2. The apparatus of claim 1 , wherein the cutoff frequency estimation unit lowers a cutoff frequency that is set to the shelving filter by a setting value, if a level of the N-th voice frame is higher than that of the (N−1)st voice frame.
3. The apparatus of claim 2 , wherein the cutoff frequency estimation unit raises a cutoff frequency that is set to the shelving filter by a setting value, if a level of the N-th voice frame is lower than that of the (N−1)st voice frame.
4. A voice output apparatus using an apparatus for enhancing intelligibility of speech comprising:
a microphone that inputs and amplifies a first voice signal from the outside;
a noise environment determining unit that measures intensity of the first voice signal and that determines whether a peripheral environment is noise environment based on signal intensity of the first voice signal;
a voice processor that changes and outputs the input voice signal to a defined form of second voice signal;
a sound volume adjusting unit that adjusts a sound output level to a setting level when the noise environment determining unit determines that a peripheral environment is noise environment and that amplifies and outputs the second voice signal to the adjusted setting level;
an intelligibility enhancing unit that enhances intelligibility of a third voice signal that is input through the sound volume adjusting unit and that outputs the third voice signal to a fourth voice signal;
a sound output unit that outputs a voice signal that is output from the fourth voice signal and the sound volume adjusting unit to the outside; and
an output display unit that outputs an intelligibility display representing that the fourth voice signal that is output by the sound output unit by interlocking with an intelligibility enhancing operation of the intelligibility enhancing unit is a voice signal in which intelligibility is enhanced.

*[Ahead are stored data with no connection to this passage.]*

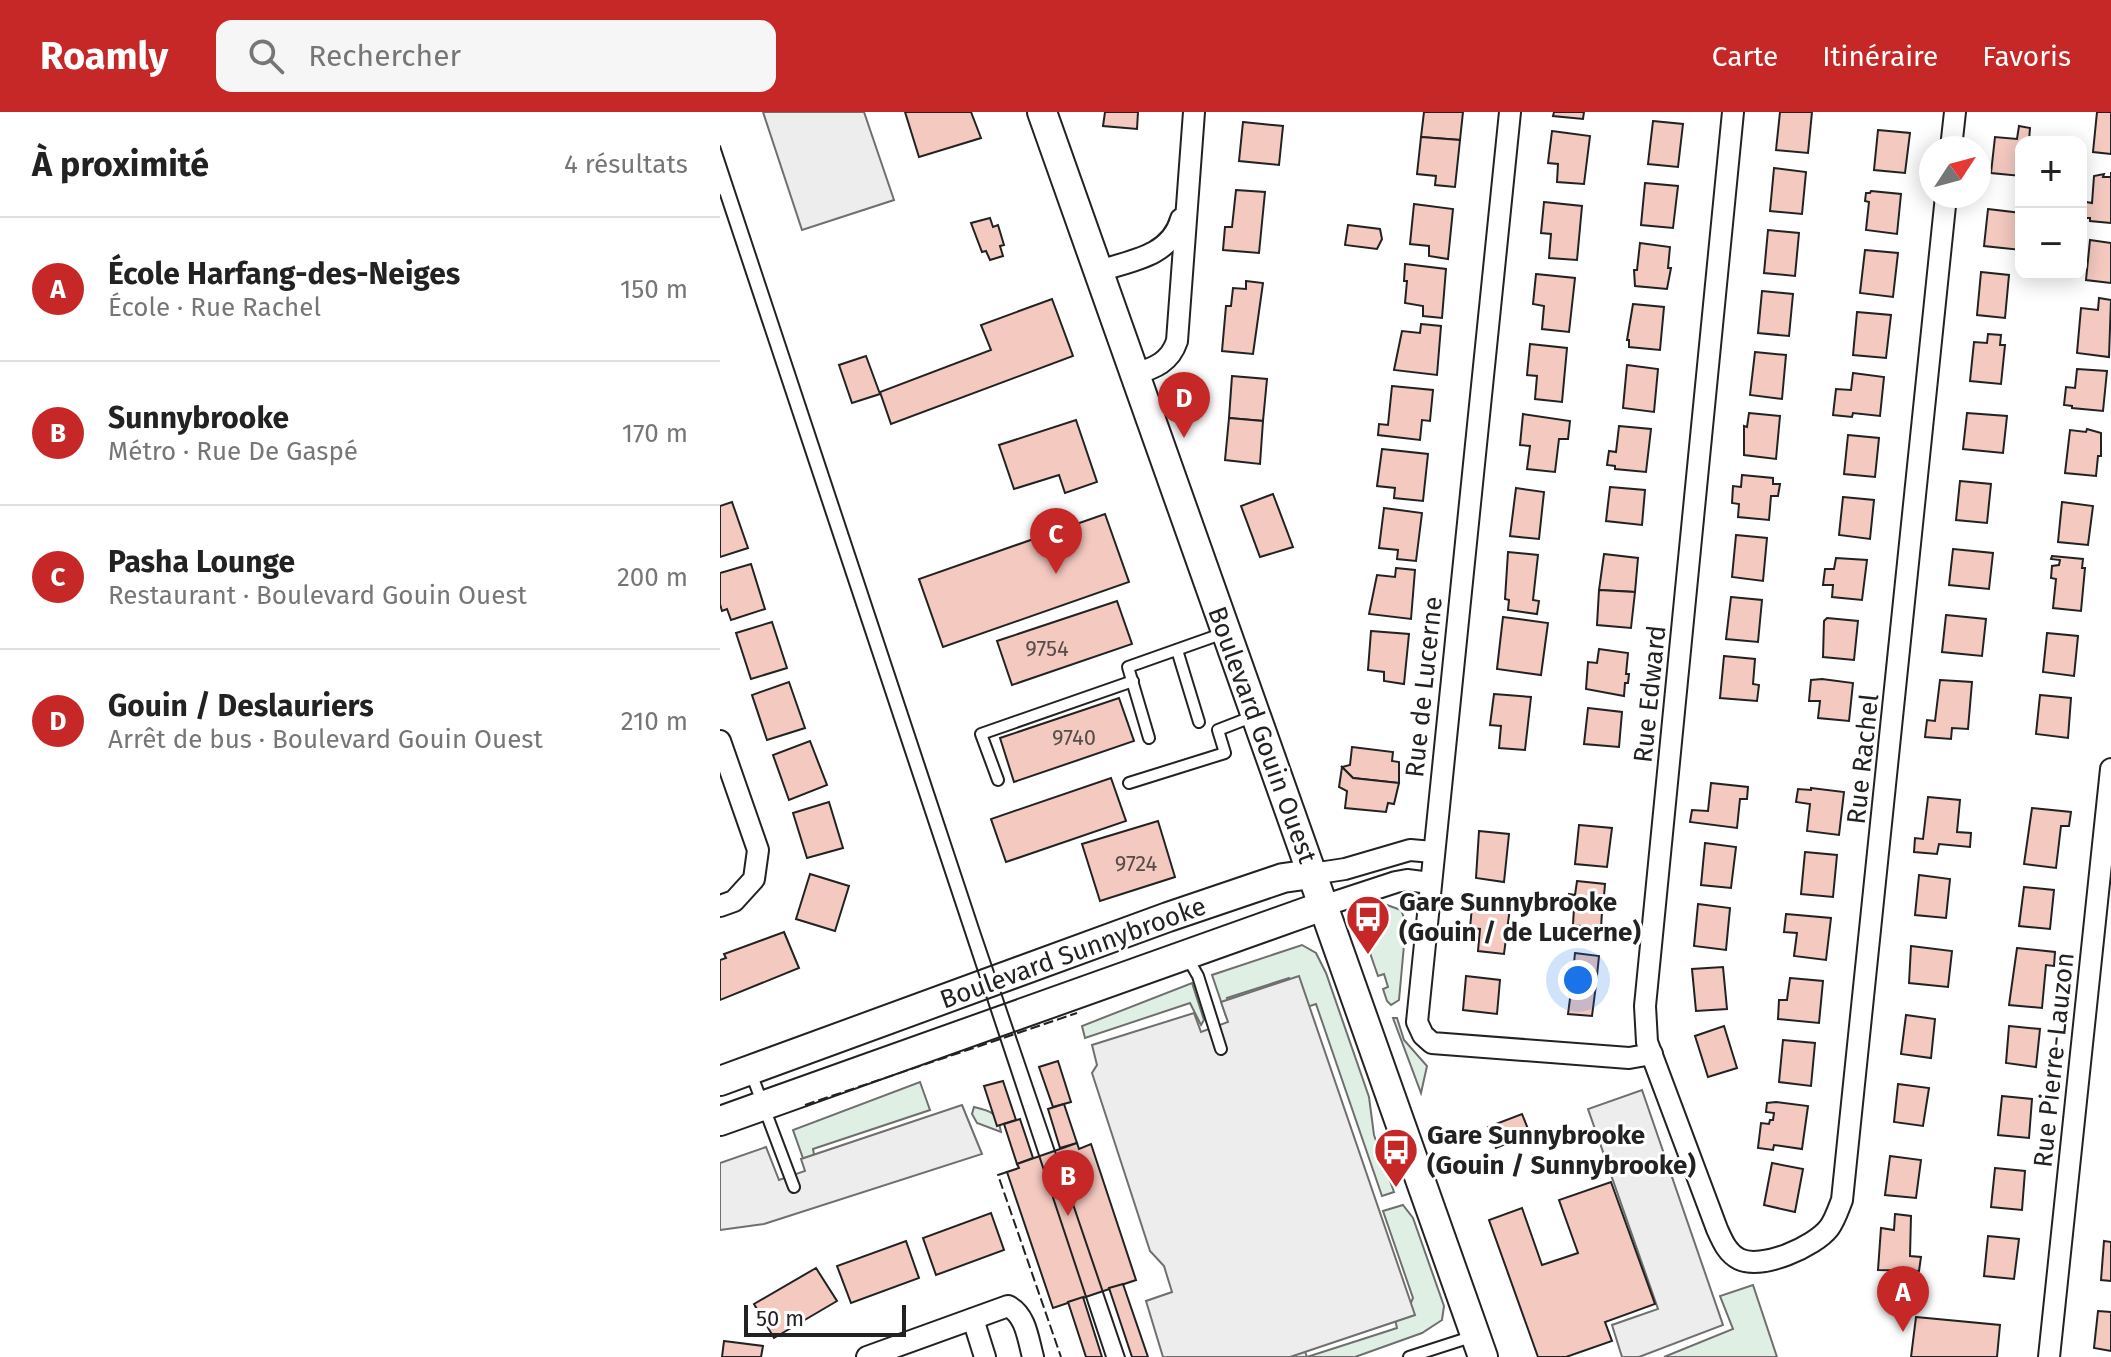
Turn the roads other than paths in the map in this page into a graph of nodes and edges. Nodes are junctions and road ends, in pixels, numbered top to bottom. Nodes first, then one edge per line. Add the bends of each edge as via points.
1 (1042, 112) edge
2 (1194, 112) edge
3 (1510, 112) edge
4 (1733, 112) edge
5 (1955, 112) edge
6 (1952, 136) edge
7 (1186, 195) junction
8 (1945, 208) edge
9 (1098, 271) junction
10 (1135, 374) junction
11 (1226, 633) junction
12 (1177, 650) junction
13 (1133, 681) junction
14 (1256, 716) junction
15 (1199, 722) dead end
16 (1149, 738) dead end
17 (720, 741) edge
18 (2111, 769) edge
19 (998, 780) dead end
20 (1129, 783) dead end
21 (1433, 852) junction
22 (1312, 874) junction
23 (1430, 883) junction
24 (720, 906) edge
25 (1323, 906) junction
26 (1186, 955) junction
27 (1221, 1049) dead end
28 (1652, 1054) junction
29 (751, 1071) junction
30 (720, 1081) edge
31 (763, 1105) junction
32 (720, 1121) edge
33 (794, 1187) dead end
34 (1741, 1260) joint
35 (973, 1319) junction
36 (1480, 1346) edge
37 (867, 1357) edge
38 (985, 1357) edge
39 (1033, 1357) edge
40 (1409, 1357) edge
41 (2049, 1357) edge

1 - 9 main road, Boulevard Gouin Ouest
2 - 7 street
3 - 21 street, Rue de Lucerne
4 - 28 street, Rue Edward via 1646,986 1645,1023
5 - 6 street
7 - 9 street via 1178,232 1168,245
7 - 10 street via 1177,341 1161,365
8 - 34 street, Rue Rachel via 1842,1200 1831,1226 1809,1245 1768,1261
9 - 10 main road, Boulevard Gouin Ouest
10 - 11 main road, Boulevard Gouin Ouest
11 - 12 lane
11 - 14 main road, Boulevard Gouin Ouest
12 - 13 lane via 1128,667
12 - 15 lane
13 - 16 lane
13 - 19 lane via 981,734
14 - 20 lane via 1218,730 1225,753
14 - 22 main road, Boulevard Gouin Ouest
17 - 24 street via 758,850 754,879 734,901
18 - 41 street, Rue Pierre-Lauzon
21 - 22 street, Boulevard Sunnybrooke via 1410,850
21 - 23 street, Rue de Lucerne
22 - 25 main road, Boulevard Gouin Ouest
22 - 29 main road, Boulevard Sunnybrooke via 1283,878 1168,917
23 - 25 street, Boulevard Sunnybrooke via 1396,882
23 - 28 street, Rue de Lucerne via 1417,1010 1427,1039 1544,1053 1636,1058
25 - 26 main road, Boulevard Sunnybrooke
25 - 36 main road, Boulevard Gouin Ouest
26 - 27 lane
26 - 31 main road, Boulevard Sunnybrooke
28 - 34 street, Rue Edward via 1717,1229 1728,1250
29 - 30 main road, Boulevard Sunnybrooke
29 - 31 lane
31 - 32 main road, Boulevard Sunnybrooke
31 - 33 lane
35 - 37 street
35 - 38 street
35 - 39 street via 1008,1306 1017,1311
36 - 40 lane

5. The voice output apparatus of claim 4 , wherein the intelligibility enhancing unit comprises
an input envelope detection unit that detects a level of a voice frame of an input signal;
an output envelope detection unit that detects a level of a voice frame of an output signal;
a cutoff frequency estimation unit that determines a difference value between a level of an N-th voice frame that is received from the input envelope detection unit and a level of an (N−1)st voice frame that is received from the output envelope detection unit and that calculates a cutoff frequency for amplifying a consonant component of the input signal with the difference value;
a shelving filter that filters the input signal according to the cutoff frequency that is calculated by the cutoff frequency estimation unit and that filters to selectively amplify a portion that is estimated as a consonant component of the input signal; and
a voice detector that determines whether the input signal is a voice signal or a non-voice signal by analyzing the input signal and that bypasses, if the input signal is a non-voice signal, the input signal as the output signal and that provides, if the input signal is a voice signal, the input signal as an input of the input envelope detection unit and the shelving filter.
6. The voice output apparatus of claim 5 , wherein the cutoff frequency estimation unit lowers a cutoff frequency that is set to the shelving filter by a setting value, if a level of the N-th voice frame is higher than that of the (N−1)st voice frame.
7. The voice output apparatus of claim 6 , wherein the cutoff frequency estimation unit raises a cutoff frequency that is set to the shelving filter by a setting value, if a level of the N-th voice frame is lower than that of the (N−1)st voice frame.
8. The voice output apparatus of claim 7 , wherein the setting level is higher by one level than the present set sound output level.
9. The voice output apparatus of claim 7 , wherein the setting level is a highest sound output level.
10. The voice output apparatus of claim 8 , wherein the sound volume adjusting unit adjusts and outputs the second voice signal to the specific sound output level when setting to a specific sound output level is input by a user.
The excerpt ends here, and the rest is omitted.